**What to do**. For every line in the data below that contains "graph", copy the line.

Source data

▶

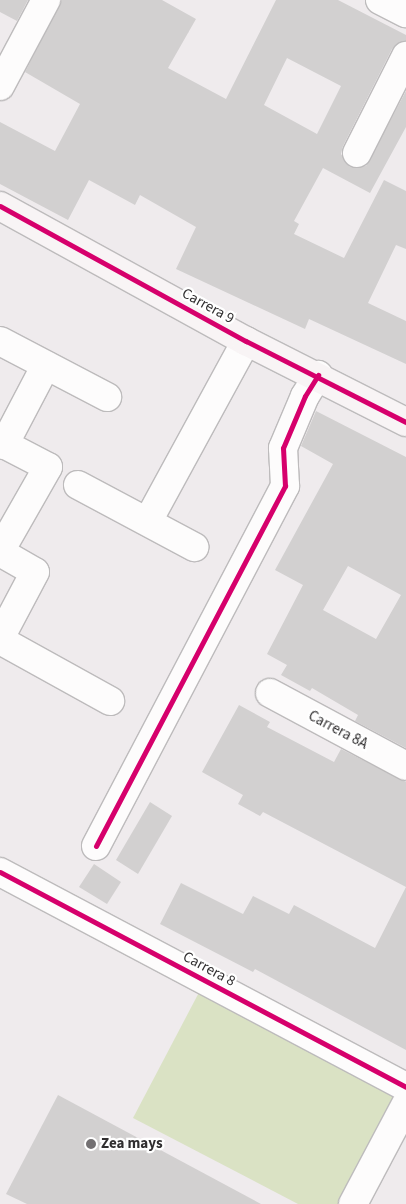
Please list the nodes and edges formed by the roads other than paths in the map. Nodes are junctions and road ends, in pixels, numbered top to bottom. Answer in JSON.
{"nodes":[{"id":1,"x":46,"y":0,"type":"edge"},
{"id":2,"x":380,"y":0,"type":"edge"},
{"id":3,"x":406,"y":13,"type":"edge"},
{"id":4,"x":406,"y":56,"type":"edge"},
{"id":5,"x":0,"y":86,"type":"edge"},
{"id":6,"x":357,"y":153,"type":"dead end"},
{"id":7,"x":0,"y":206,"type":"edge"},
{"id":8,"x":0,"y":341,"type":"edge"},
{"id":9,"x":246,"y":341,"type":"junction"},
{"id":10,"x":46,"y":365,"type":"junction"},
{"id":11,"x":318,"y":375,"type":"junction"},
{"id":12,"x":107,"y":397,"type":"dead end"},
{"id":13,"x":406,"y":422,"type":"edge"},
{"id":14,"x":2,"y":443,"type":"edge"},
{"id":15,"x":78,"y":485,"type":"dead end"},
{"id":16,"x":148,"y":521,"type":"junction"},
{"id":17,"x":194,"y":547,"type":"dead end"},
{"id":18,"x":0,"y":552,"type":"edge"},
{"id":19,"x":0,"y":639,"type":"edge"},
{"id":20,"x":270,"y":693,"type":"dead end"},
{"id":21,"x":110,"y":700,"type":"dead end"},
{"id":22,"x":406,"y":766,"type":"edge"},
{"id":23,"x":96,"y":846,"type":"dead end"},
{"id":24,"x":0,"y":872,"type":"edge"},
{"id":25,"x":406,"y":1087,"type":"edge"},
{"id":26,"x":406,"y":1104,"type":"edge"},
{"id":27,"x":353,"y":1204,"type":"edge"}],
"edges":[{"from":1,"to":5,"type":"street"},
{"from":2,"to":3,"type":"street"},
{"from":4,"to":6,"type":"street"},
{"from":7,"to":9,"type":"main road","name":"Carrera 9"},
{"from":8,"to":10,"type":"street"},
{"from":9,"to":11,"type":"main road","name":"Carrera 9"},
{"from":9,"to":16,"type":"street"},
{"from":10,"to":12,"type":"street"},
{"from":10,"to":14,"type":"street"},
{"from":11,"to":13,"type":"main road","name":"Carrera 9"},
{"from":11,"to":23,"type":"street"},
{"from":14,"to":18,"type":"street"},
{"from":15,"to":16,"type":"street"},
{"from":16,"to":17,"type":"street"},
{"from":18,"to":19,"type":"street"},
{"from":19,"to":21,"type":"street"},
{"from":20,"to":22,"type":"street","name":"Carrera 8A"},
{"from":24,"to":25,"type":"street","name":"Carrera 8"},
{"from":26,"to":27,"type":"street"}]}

◀
▶

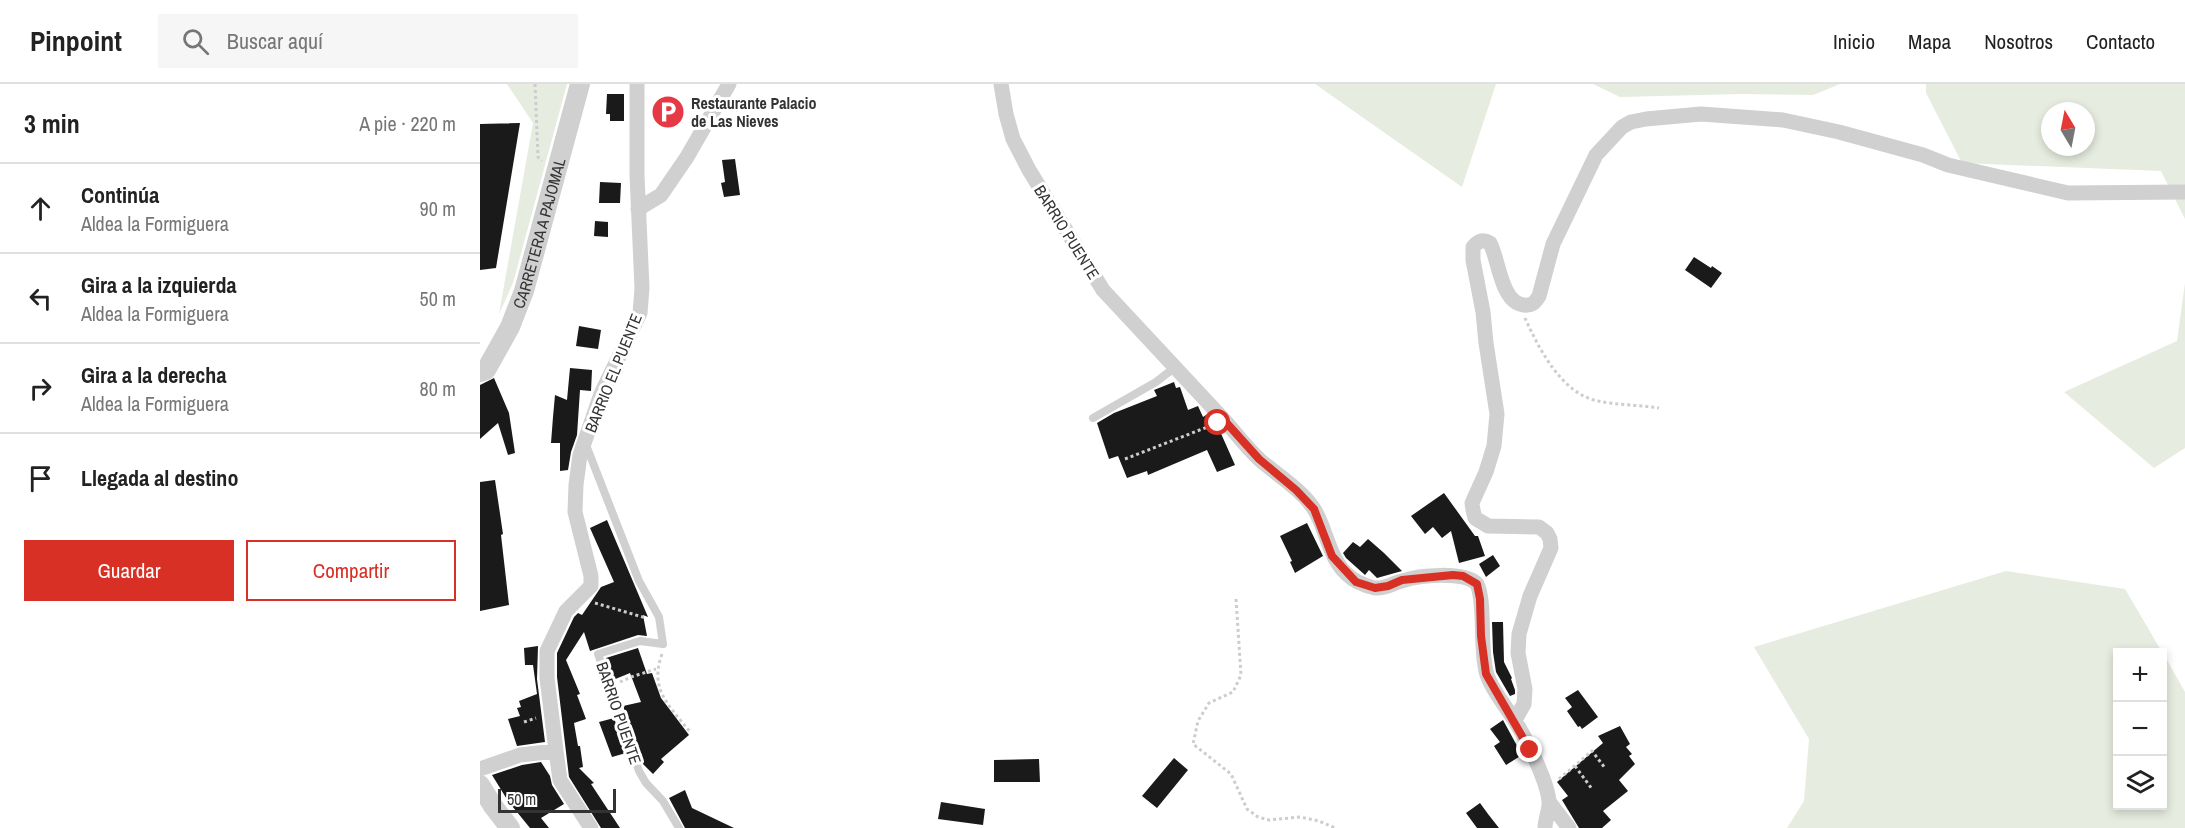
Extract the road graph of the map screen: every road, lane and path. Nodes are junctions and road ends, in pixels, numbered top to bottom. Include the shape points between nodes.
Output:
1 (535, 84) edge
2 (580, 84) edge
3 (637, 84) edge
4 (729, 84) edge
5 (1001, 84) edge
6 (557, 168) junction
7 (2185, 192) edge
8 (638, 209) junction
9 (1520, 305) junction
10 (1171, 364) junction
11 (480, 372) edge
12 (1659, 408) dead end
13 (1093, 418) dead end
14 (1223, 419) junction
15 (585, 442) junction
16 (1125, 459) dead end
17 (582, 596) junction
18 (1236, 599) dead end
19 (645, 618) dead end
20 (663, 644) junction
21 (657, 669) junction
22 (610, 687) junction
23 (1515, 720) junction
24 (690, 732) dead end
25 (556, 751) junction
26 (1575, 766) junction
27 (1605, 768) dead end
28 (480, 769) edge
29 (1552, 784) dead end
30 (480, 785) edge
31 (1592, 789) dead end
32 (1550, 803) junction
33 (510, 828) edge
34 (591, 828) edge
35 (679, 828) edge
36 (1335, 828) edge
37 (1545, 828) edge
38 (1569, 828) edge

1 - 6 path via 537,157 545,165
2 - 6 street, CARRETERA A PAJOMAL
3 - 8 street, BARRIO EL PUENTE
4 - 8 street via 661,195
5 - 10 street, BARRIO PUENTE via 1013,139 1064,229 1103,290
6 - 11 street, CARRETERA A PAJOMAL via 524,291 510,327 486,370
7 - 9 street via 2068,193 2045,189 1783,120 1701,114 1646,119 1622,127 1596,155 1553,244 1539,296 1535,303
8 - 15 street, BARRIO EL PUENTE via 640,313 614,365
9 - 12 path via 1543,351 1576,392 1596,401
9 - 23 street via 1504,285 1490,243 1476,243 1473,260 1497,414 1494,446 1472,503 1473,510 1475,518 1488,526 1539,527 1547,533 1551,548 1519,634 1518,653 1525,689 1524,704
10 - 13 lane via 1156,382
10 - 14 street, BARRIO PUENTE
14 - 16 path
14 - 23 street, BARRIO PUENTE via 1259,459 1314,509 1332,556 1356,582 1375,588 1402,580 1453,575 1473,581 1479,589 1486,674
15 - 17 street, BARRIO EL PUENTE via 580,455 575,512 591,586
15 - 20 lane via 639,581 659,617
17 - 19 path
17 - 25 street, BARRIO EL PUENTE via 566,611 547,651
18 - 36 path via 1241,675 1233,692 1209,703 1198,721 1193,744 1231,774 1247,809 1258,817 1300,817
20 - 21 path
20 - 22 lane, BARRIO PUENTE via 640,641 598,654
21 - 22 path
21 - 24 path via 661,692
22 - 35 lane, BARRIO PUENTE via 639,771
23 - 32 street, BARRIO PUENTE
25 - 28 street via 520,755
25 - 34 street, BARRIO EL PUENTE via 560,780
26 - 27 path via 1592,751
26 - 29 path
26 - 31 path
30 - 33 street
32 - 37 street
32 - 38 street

◀
▶

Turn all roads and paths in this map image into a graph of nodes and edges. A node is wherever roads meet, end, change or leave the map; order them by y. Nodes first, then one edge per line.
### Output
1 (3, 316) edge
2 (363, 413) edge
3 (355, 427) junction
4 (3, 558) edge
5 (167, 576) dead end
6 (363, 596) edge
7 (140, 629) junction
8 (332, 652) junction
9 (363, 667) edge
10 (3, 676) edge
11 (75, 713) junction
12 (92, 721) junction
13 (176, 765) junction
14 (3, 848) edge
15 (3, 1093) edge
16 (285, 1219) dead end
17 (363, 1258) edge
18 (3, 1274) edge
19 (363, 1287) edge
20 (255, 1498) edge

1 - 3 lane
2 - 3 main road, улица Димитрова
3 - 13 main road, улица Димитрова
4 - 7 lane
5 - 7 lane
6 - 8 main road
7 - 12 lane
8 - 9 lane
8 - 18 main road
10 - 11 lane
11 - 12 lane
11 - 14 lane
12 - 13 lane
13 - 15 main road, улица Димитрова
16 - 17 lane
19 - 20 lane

◀

**Answer section**.
Extract the road graph of the map screen: every road, lane and path. Nodes are junctions and road ends, in pixels, numbered top to bottom. Include the shape points between nodes.
Turn all roads and paths in this map image into a graph of nodes and edges. A node is wherever roads meet, end, change or leave the map; order them by y. Nodes first, then one edge per line.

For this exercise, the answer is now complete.